DATA EXTRACTS —
──────────────────────────────

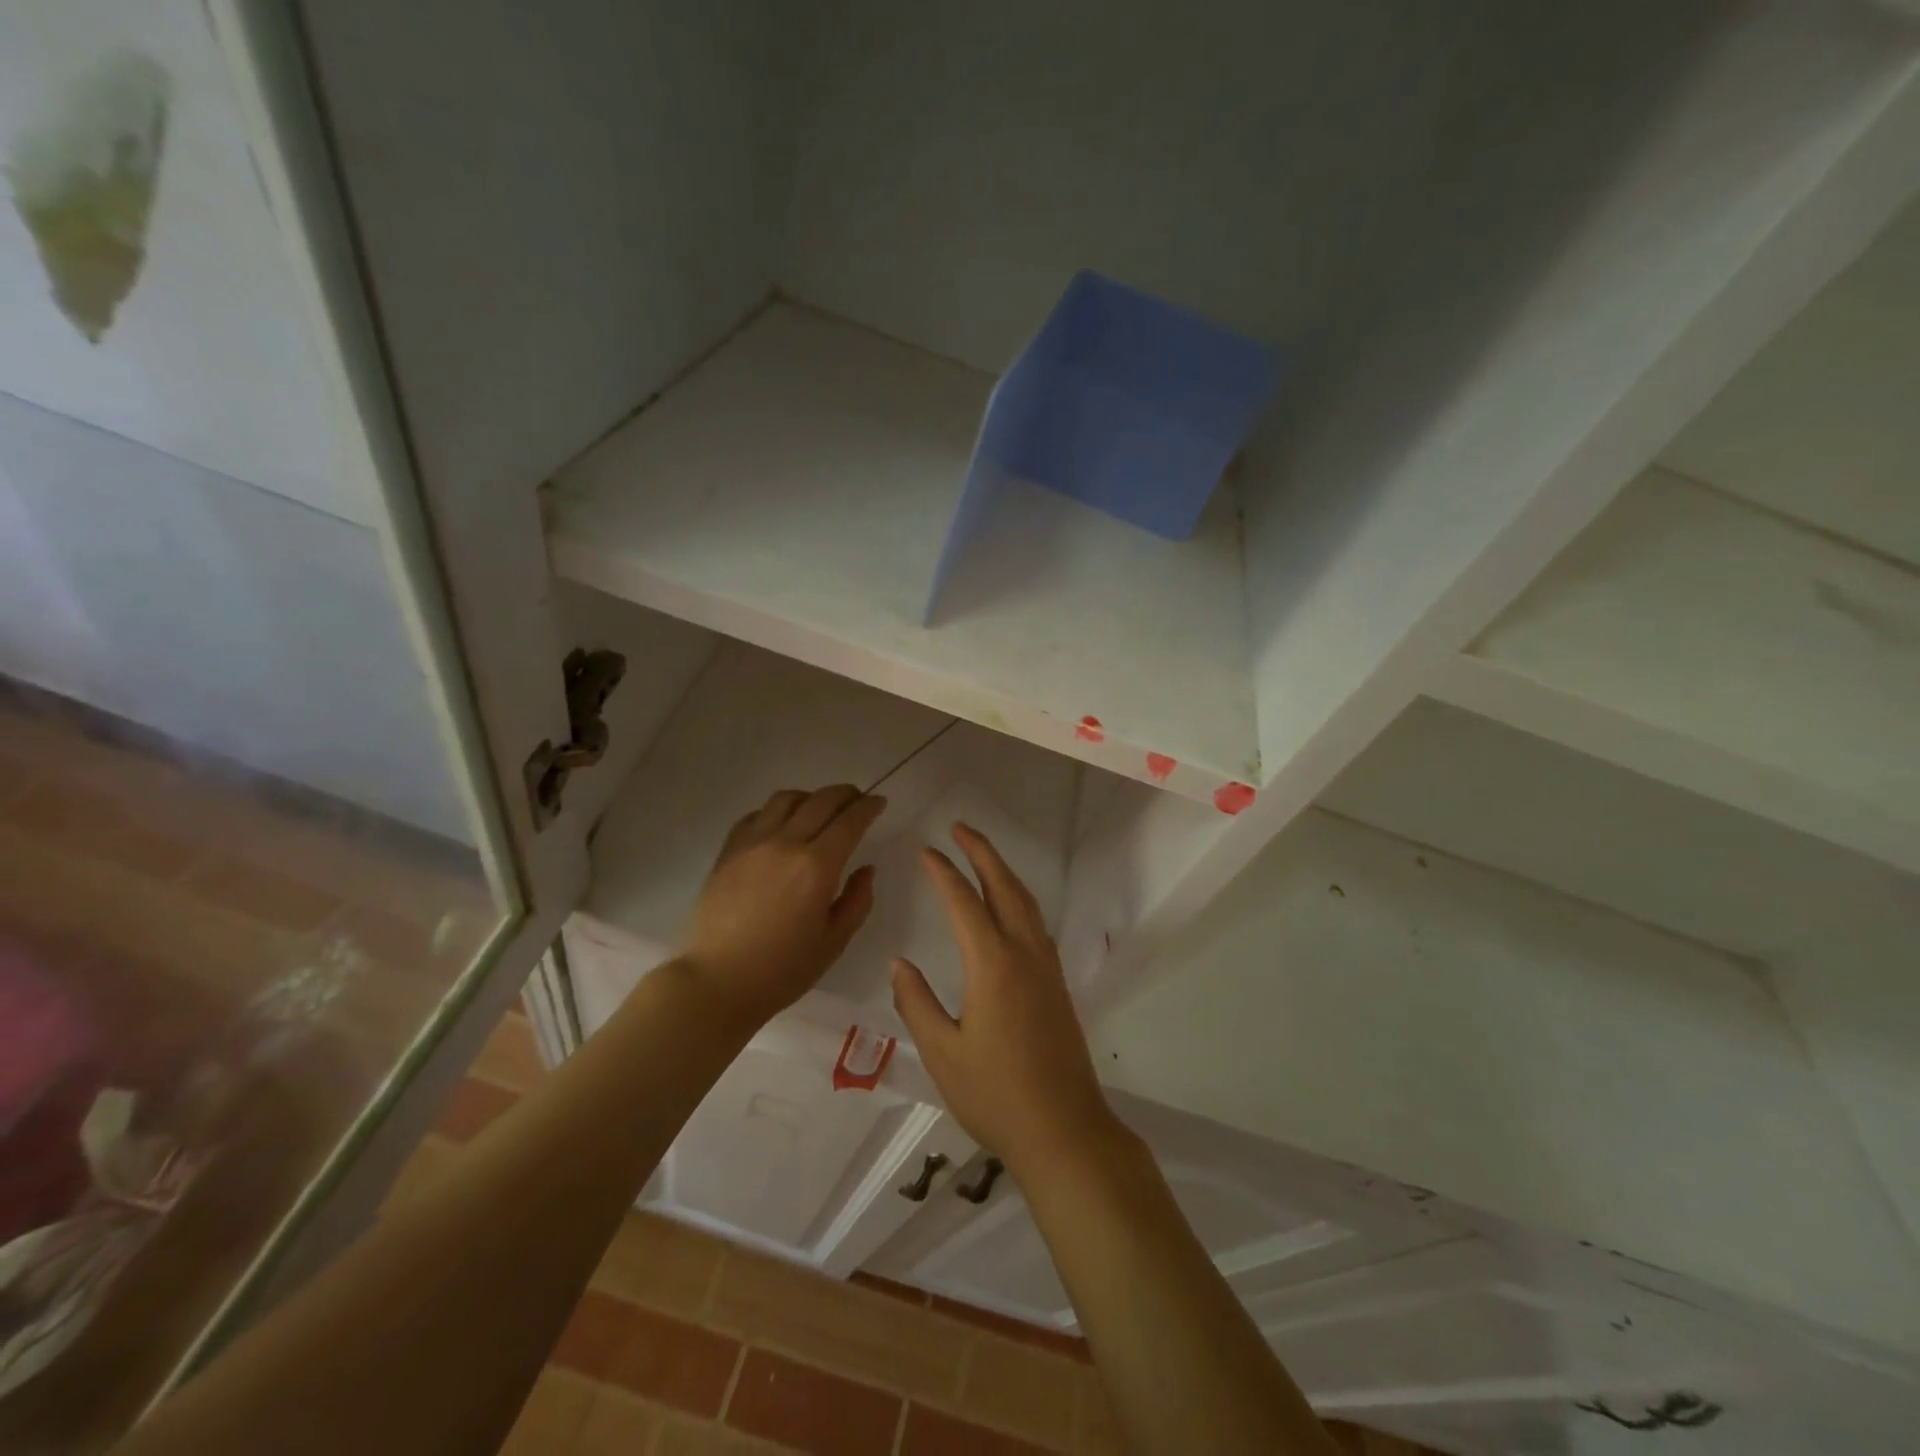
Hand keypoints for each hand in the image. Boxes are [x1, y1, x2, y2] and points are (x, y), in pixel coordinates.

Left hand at [682, 785, 886, 1030]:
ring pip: (786, 799)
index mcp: (818, 866)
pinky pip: (756, 815)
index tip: (879, 803)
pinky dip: (777, 811)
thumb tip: (866, 869)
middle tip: (857, 799)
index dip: (869, 807)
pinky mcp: (728, 850)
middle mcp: (786, 843)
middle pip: (821, 800)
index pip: (850, 820)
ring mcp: (753, 843)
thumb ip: (857, 900)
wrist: (717, 981)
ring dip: (810, 797)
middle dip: (846, 794)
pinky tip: (781, 825)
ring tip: (819, 809)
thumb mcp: (834, 942)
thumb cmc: (782, 970)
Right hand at [891, 823, 1119, 1174]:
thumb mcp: (942, 1053)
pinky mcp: (1057, 984)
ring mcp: (1046, 967)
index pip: (964, 903)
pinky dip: (1018, 899)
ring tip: (981, 855)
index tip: (927, 850)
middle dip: (982, 852)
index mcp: (992, 964)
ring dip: (1003, 871)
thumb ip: (916, 1003)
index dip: (944, 872)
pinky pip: (1036, 923)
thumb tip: (899, 963)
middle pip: (1004, 887)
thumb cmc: (995, 1095)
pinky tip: (1008, 908)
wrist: (1064, 1129)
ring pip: (1025, 902)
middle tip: (960, 827)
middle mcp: (1024, 954)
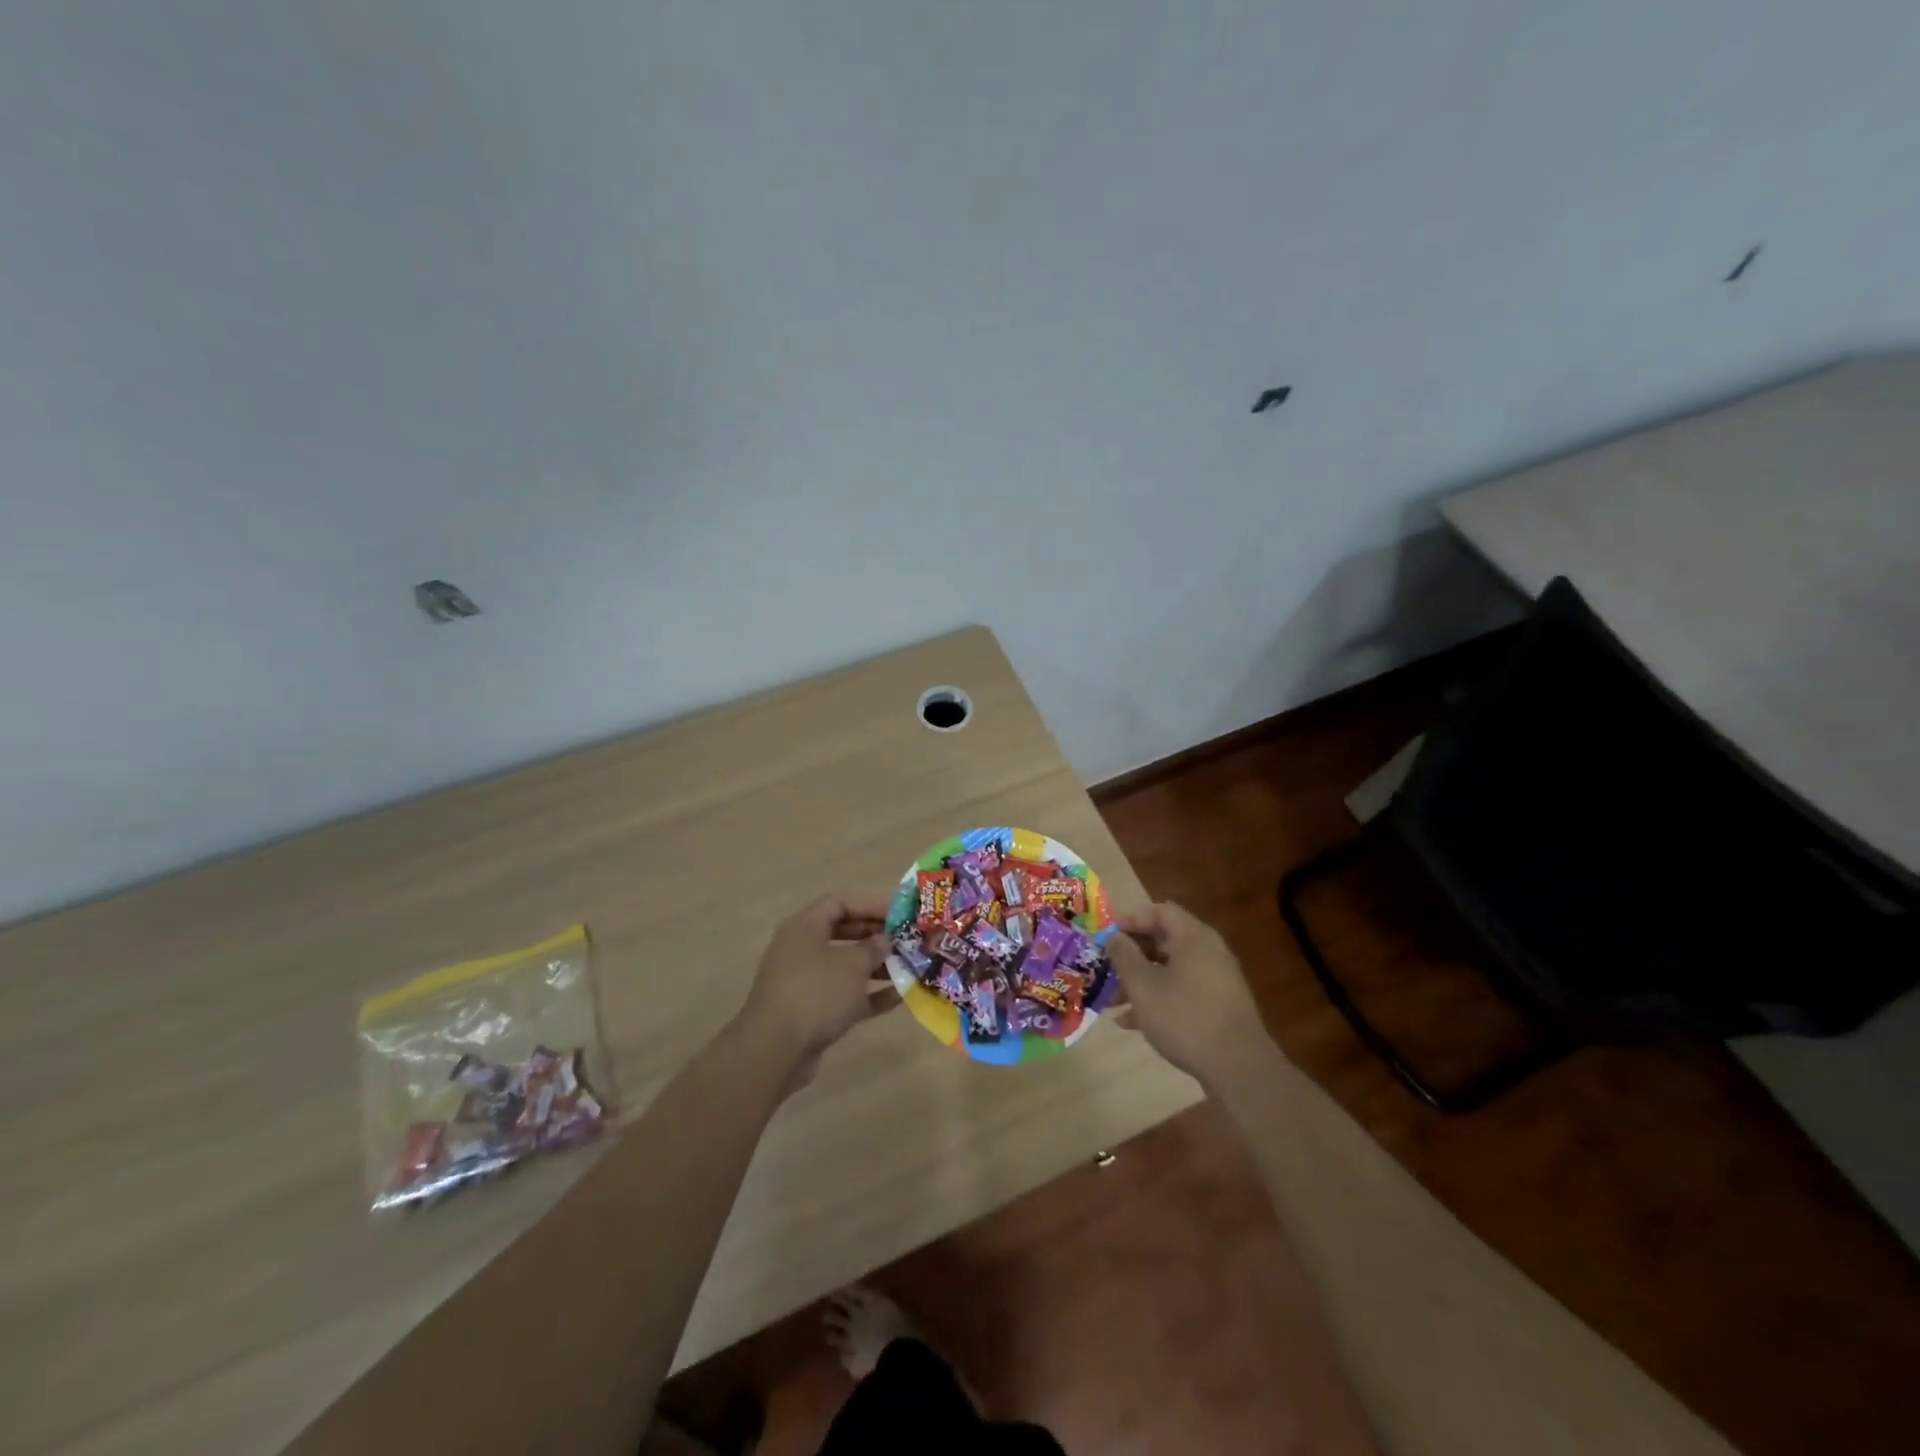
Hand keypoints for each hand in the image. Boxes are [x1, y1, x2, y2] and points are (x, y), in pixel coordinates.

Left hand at [736, 889, 898, 1087]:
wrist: (775, 1051)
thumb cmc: (816, 993)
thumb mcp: (852, 965)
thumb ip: (873, 948)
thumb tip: (883, 940)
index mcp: (804, 928)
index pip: (839, 902)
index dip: (870, 904)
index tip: (899, 913)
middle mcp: (802, 950)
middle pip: (843, 932)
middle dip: (876, 935)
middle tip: (906, 940)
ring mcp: (805, 982)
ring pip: (845, 966)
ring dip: (876, 967)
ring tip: (908, 968)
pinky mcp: (810, 1012)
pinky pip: (844, 996)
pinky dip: (868, 995)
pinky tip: (898, 998)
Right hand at [1106, 902, 1275, 1089]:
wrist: (1238, 1067)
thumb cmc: (1184, 1016)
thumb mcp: (1143, 985)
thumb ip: (1124, 956)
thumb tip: (1114, 937)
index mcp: (1193, 937)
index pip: (1160, 911)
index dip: (1131, 919)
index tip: (1107, 936)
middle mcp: (1208, 952)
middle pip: (1163, 941)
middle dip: (1131, 955)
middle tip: (1105, 968)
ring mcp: (1215, 981)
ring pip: (1169, 970)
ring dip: (1139, 981)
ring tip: (1111, 1001)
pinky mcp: (1217, 1007)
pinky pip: (1181, 992)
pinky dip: (1157, 1000)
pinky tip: (1131, 1023)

──────────────────────────────

YOUR ASSIGNMENT — For every entry above, write it out exactly and remove any image.

ANSWER SPACE —
Hand keypoints for each hand in the image. Boxes are [x1, y1, x2, y2] and points are (x, y), in pixel coordinates.

Left hand at [682, 785, 886, 1030]:
ring pip: (786, 799)
index mcp: (818, 866)
pinky pip: (756, 815)
index tip: (879, 803)
pinky dip: (777, 811)
thumb tip: (866, 869)
middle tip: (857, 799)
index dip: (869, 807)
pinky mcp: (728, 850)
middle mcp: (786, 843)
middle pip: (821, 800)
index pip: (850, 820)
ring mcp: (753, 843)
thumb ip: (857, 900)
wrist: (717, 981)
ring dip: (810, 797)
middle dip: (846, 794)
pinky tip: (781, 825)
ring tip: (819, 809)
thumb mcp: (834, 942)
thumb cmc: (782, 970)
Right hand at [891, 823, 1119, 1174]:
thumb mcp: (942, 1053)
pinky mcp: (1057, 984)
ring mcp: (1046, 967)
index pip: (964, 903)
pinky dip: (1018, 899)
ring tip: (981, 855)
index tip: (927, 850)
middle dip: (982, 852)
index mcp: (992, 964)
ring dip: (1003, 871)
thumb ip: (916, 1003)
index dip: (944, 872)
pinky pip: (1036, 923)
thumb tip: (899, 963)
middle pip: (1004, 887)
thumb cmc: (995, 1095)
pinky tip: (1008, 908)
wrist: (1064, 1129)
ring pip: (1025, 902)
middle tip: (960, 827)
middle mcp: (1024, 954)
Hand keypoints for each hand in the image. Boxes are [x1, y1, x2, y2] and points are (x, y), in pixel coordinates.

Left hand at [736, 889, 898, 1087]:
wrist: (775, 1051)
thumb cmc: (816, 993)
thumb mcp: (852, 965)
thumb ip: (873, 948)
thumb tip: (883, 940)
index mcp: (804, 928)
index pip: (839, 902)
index dip: (870, 904)
index tip: (899, 913)
middle mcp: (802, 950)
middle pip: (843, 932)
middle dip: (876, 935)
middle tip: (906, 940)
ring mcp: (805, 982)
ring pip: (845, 966)
ring dip: (876, 967)
ring tip: (908, 968)
pinky mcp: (810, 1012)
pinky pip: (844, 996)
pinky dip: (868, 995)
pinky tip: (898, 998)
Right hand at [1106, 902, 1275, 1089]:
wrist: (1238, 1067)
thumb cmc: (1184, 1016)
thumb mcp: (1143, 985)
thumb ip: (1124, 956)
thumb tip: (1114, 937)
index mcp: (1193, 937)
index pip: (1160, 911)
index dip: (1131, 919)
index tip: (1107, 936)
middle mcp: (1208, 952)
middle pip: (1163, 941)
middle dip: (1131, 955)
middle tip: (1105, 968)
ring mcp: (1215, 981)
ring pip: (1169, 970)
ring dip: (1139, 981)
ring tip: (1111, 1001)
pinky mcp: (1217, 1007)
pinky pip: (1181, 992)
pinky dip: (1157, 1000)
pinky tip: (1131, 1023)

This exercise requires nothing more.